Auf meinem Schreibtische liegen die Bilder von Freiligrath’s Geburtshause in Detmold und seinem lorbeerbedeckten Hügel des Ufkirchhofes in Cannstatt; dazwischen grüßt wehmüthig eine Locke seines von der Last der Jahre weiß gewordene Haares; ein reicher Schatz von Briefen, im Exile beginnend und bis zum letzten Jahreswechsel reichend, mahnt mich, daß ich mehr als tausend Andere in ihm verloren habe; endlich hängt mein Auge lange an dem Bilde des stillen Schläfers, wie es die „Gartenlaube“ heute bringt. Welch ein Leben spielt sich zwischen diesem Detmolder Vaterhause und der letzten Behausung Freiligrath’s auf dem Neckarhügel ab! Es ist unnöthig, die Lebensereignisse des Dichters in diesem Blatte noch einmal aufzuzählen; sie leben im Gedächtnisse seines Volkes fort. Wir weilen im Geiste im Elternhause „Unter der Wehme“ in Detmold und blicken pietätvoll nach der kleinen Tafel unter dem Fenster der Kinderstube, in welcher Freiligrath am 17. Juni 1810 das Licht erblickte.

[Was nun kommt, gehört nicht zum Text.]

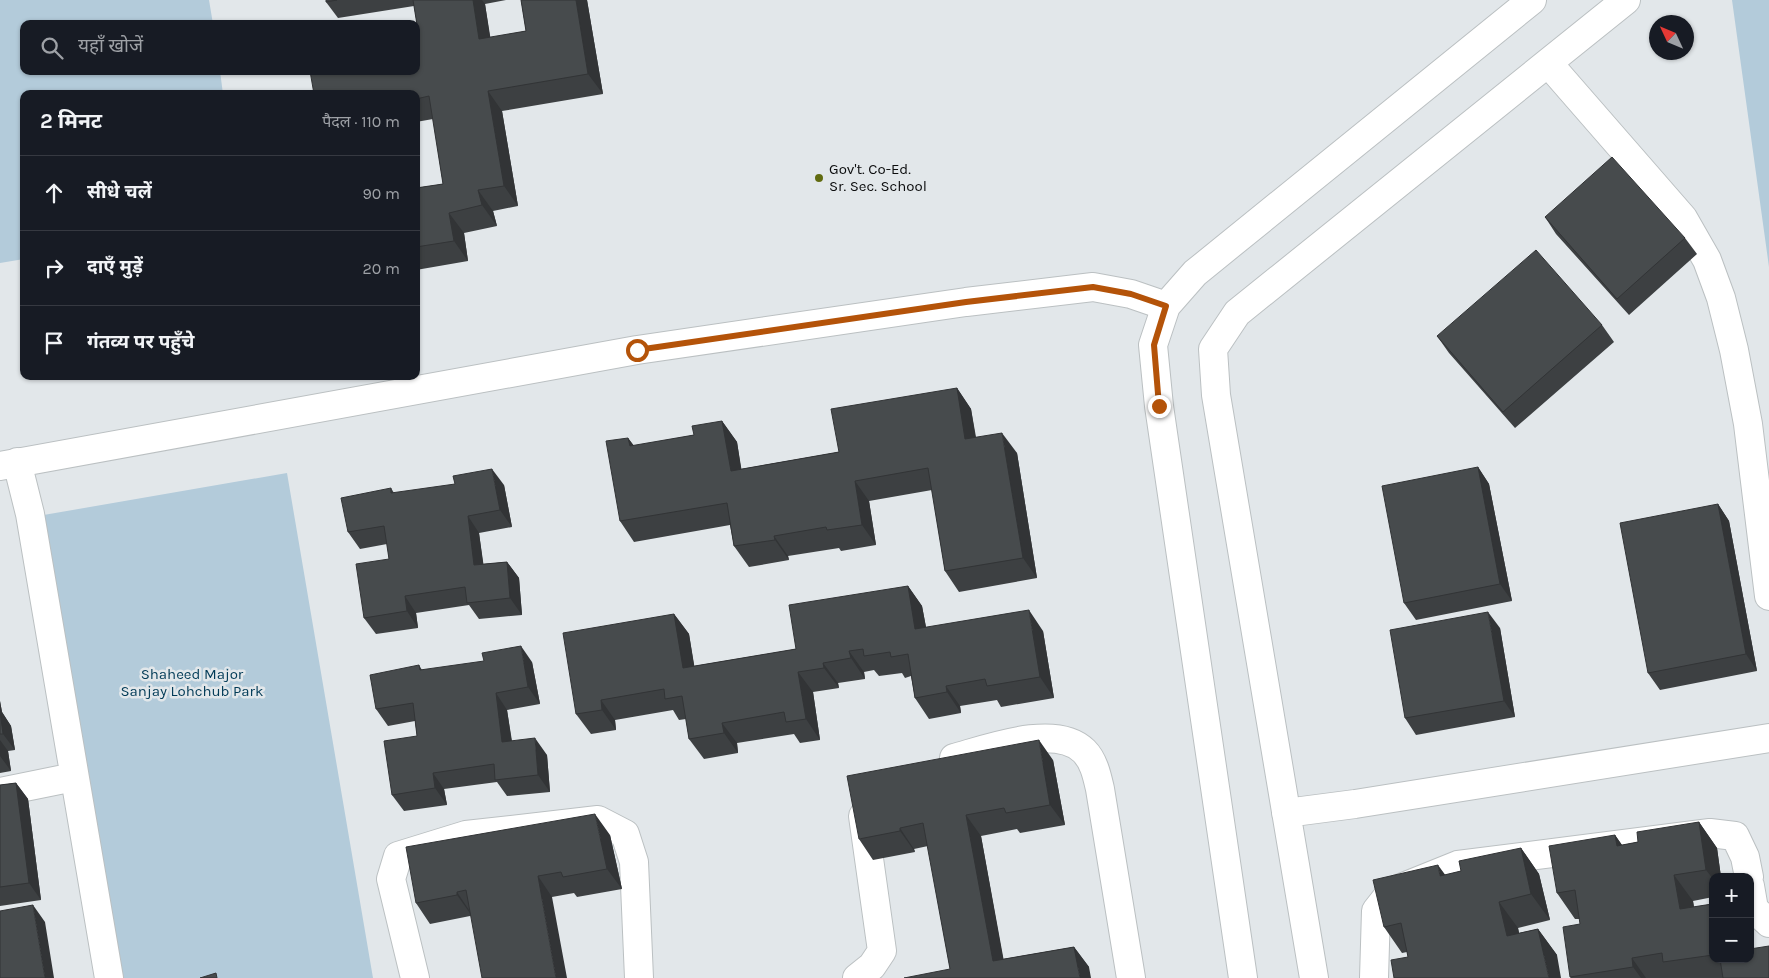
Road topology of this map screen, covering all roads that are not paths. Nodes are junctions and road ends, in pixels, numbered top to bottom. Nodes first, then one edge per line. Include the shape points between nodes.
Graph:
1 (1532, 0) edge
2 (1626, 0) edge
3 (1548, 62) junction
4 (1166, 306) junction
5 (9, 464) edge
6 (1769, 596) edge
7 (1769, 738) edge
8 (933, 764) edge
9 (74, 777) junction
10 (0, 792) edge
11 (860, 794) edge
12 (1286, 813) junction
13 (1748, 873) edge
14 (1754, 909) edge
15 (1769, 923) edge
16 (109, 978) edge
17 (415, 978) edge
18 (638, 978) edge
19 (857, 978) edge
20 (1131, 978) edge
21 (1243, 978) edge
22 (1314, 978) edge
23 (1374, 978) edge

1 - 4 street via 1195,273
2 - 3 street
3 - 6 street via 1683,218 1706,260 1723,307 1748,424
3 - 12 street via 1237,313 1213,349 1216,395
4 - 5 street via 1131,294 1093,287 966,302 637,350
4 - 21 street via 1154,345 1159,406
5 - 9 street via 30,514
7 - 12 street
8 - 20 street via 1024,740 1072,742 1084,751 1094,768 1100,789
9 - 10 street
9 - 16 street
11 - 19 street via 882,951 872,966
12 - 22 street
13 - 23 street via 1745,856 1735,836 1710,833 1458,865 1391,892 1376,911
14 - 15 street
17 - 18 street via 391,879 398,856 466,835 598,820 625,834 634,862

Die „Gartenlaube“ brachte vor einigen Jahren eine Zeichnung des vermeintlichen Geburtshauses Freiligrath’s, des sogenannten Hölzermann’schen Grundstückes. Der Zeichner des betreffenden Bildes stützte sich dabei auf die Mittheilungen seiner alten Mutter, die zur Zeit im Freiligrath’schen Hause viel aus- und eingegangen war. Und doch ist jenes Haus nicht des Dichters wirkliches Geburtshaus.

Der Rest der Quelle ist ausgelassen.